Federal law says that failure to comply with a congressional subpoena is a misdemeanor, punishable by one to 12 months imprisonment. If the select committee’s subpoena is ignored, the full House must vote on whether to make a referral to the Department of Justice, which has the authority to decide whether to bring charges.
The subpoena is expected within days, and would typically give Trump a date by which he should comply. It was not clear when the full House – which is out of Washington until mid-November – could vote on whether to make a criminal referral.
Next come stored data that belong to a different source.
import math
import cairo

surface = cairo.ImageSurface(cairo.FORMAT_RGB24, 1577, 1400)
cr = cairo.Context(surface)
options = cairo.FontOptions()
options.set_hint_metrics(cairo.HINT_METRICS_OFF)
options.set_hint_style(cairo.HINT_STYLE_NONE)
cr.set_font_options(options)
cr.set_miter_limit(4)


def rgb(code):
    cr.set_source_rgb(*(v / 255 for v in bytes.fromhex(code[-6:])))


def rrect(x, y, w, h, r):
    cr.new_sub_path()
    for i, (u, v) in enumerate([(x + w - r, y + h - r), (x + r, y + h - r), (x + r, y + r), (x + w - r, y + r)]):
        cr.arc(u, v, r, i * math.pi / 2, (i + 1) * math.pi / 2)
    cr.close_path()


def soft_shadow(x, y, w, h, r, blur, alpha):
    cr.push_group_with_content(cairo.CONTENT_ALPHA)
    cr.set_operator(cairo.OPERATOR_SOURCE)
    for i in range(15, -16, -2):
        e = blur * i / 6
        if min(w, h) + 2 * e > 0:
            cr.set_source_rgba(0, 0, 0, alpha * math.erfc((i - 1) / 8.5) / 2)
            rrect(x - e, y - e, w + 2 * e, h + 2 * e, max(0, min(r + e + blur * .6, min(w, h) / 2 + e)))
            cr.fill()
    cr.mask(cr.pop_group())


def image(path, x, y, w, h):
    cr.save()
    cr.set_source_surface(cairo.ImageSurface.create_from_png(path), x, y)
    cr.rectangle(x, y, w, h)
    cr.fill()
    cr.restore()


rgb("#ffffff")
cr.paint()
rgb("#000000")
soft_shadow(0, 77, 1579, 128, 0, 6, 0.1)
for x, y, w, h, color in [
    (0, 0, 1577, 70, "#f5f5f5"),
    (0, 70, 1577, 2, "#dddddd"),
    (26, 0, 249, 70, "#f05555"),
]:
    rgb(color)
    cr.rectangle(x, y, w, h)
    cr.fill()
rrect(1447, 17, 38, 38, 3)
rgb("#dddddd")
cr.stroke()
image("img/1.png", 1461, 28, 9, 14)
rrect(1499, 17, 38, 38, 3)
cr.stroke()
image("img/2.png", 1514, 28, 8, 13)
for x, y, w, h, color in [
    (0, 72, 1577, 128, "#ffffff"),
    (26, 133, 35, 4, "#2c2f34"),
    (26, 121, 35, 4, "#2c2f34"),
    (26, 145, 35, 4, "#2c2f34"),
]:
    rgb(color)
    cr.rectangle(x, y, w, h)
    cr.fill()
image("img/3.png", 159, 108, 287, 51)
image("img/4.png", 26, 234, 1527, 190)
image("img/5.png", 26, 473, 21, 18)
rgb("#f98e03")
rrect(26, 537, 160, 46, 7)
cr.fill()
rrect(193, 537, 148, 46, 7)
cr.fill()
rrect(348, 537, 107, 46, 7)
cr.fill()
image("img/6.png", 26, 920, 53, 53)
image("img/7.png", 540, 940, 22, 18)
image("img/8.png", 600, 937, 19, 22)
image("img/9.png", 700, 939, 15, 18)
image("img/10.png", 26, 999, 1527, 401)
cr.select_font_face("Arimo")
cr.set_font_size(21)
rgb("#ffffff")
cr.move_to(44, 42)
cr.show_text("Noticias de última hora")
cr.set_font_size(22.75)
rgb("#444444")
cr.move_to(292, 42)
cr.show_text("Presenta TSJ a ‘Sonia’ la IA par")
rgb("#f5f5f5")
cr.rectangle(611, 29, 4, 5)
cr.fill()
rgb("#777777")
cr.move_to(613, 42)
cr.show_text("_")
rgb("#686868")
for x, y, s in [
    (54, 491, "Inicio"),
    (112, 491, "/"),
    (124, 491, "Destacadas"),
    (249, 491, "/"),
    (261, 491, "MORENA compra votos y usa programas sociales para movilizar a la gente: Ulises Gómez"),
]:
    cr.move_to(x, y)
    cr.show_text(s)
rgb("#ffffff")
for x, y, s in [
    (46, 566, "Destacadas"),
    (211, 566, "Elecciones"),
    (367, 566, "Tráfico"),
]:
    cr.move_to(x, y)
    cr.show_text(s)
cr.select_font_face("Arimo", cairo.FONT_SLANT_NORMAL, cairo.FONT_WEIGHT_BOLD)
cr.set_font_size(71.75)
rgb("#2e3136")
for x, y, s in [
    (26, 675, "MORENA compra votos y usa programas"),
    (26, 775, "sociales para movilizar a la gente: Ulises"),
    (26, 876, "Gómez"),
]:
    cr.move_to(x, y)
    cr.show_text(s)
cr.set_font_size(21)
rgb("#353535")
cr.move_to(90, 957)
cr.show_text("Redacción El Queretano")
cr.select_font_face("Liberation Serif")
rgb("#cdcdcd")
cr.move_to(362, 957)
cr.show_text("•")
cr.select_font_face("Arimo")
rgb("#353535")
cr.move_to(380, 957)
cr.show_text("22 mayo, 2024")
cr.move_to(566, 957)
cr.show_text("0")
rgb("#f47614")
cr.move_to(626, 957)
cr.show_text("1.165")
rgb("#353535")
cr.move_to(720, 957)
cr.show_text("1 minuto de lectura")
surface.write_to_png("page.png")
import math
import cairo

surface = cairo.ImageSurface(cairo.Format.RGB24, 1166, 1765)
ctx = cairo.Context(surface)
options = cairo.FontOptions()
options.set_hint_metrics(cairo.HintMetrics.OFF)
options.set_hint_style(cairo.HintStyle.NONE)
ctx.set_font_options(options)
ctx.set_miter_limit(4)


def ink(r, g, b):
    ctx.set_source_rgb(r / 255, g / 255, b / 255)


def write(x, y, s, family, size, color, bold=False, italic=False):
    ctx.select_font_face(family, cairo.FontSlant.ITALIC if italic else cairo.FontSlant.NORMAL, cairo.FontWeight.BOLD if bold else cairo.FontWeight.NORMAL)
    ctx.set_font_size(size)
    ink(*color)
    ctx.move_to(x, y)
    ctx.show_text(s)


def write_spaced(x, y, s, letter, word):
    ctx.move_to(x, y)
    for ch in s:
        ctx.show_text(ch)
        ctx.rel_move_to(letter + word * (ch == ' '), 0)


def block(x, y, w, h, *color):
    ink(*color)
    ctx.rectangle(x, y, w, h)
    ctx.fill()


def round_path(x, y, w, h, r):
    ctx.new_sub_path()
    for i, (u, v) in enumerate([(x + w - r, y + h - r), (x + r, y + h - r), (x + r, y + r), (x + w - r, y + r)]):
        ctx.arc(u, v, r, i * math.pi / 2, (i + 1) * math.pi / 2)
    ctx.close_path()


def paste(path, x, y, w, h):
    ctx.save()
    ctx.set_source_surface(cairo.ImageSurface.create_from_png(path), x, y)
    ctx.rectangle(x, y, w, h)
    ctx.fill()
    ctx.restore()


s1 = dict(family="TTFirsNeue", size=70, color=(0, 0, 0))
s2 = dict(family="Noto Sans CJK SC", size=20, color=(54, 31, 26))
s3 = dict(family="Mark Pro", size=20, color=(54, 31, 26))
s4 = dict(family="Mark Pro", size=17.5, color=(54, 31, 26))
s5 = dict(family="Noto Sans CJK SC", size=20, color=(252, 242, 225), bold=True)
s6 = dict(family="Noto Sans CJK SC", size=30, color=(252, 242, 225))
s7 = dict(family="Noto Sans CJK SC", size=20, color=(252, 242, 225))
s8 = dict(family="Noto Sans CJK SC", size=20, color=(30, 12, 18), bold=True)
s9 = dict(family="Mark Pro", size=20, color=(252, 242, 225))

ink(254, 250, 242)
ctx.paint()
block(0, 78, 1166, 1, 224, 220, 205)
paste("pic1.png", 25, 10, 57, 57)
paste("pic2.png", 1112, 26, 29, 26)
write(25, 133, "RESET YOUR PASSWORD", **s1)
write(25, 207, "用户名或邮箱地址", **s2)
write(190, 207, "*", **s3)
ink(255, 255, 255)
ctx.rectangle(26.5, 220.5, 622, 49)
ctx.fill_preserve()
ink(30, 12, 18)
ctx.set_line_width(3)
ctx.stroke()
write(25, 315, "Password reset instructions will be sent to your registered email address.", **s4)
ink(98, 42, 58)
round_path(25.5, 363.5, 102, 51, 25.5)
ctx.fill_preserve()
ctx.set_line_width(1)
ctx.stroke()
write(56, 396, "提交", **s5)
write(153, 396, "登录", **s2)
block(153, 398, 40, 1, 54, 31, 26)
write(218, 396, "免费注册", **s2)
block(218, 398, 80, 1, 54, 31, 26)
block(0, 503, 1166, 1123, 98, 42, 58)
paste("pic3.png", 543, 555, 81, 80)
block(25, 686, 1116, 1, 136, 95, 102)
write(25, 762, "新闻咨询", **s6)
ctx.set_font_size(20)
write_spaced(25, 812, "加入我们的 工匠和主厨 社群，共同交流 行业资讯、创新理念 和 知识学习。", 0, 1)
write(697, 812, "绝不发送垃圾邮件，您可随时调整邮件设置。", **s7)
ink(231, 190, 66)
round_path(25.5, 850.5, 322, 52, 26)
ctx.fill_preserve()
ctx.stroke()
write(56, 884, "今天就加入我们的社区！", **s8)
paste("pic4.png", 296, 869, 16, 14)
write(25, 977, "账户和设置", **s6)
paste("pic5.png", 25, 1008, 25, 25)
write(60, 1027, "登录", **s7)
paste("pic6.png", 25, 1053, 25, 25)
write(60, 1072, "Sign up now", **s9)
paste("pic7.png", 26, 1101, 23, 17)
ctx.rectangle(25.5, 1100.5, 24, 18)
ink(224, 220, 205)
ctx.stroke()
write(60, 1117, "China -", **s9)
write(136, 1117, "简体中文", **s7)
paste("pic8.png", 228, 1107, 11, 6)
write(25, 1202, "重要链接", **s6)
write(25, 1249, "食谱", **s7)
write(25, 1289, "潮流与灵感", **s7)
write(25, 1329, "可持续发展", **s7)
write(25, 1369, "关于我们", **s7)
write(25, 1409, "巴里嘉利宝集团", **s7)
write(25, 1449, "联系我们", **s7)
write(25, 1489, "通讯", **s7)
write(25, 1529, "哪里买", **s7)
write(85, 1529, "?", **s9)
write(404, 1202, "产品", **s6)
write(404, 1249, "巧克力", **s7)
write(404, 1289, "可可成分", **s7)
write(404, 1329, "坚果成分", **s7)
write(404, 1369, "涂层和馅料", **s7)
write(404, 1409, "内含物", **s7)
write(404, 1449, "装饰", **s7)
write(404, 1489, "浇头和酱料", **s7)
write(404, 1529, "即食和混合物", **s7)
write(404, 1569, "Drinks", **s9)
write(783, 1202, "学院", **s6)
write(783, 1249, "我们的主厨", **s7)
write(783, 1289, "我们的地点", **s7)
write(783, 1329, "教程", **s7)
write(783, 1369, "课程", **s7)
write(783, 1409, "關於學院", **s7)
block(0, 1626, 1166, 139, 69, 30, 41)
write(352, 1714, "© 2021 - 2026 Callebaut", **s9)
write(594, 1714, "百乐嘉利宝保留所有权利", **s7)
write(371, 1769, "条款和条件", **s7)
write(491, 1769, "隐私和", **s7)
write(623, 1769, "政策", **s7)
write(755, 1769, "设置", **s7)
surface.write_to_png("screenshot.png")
Representative Liz Cheney, the panel’s Republican vice chairperson, said the panel might ultimately decide to make a series of criminal referrals to the Department of Justice.
Thursday’s vote could be the committee’s last public action before the Nov. 8 midterm elections that will determine whether President Joe Biden’s fellow Democrats or Trump’s Republicans control Congress.
A criminal conviction of Trump would bar him from contesting in 2024. He has denied wrongdoing and hinted he will seek the White House again in 2024. He regularly holds rallies where he continues to claim falsely that he lost the election because of widespread fraud.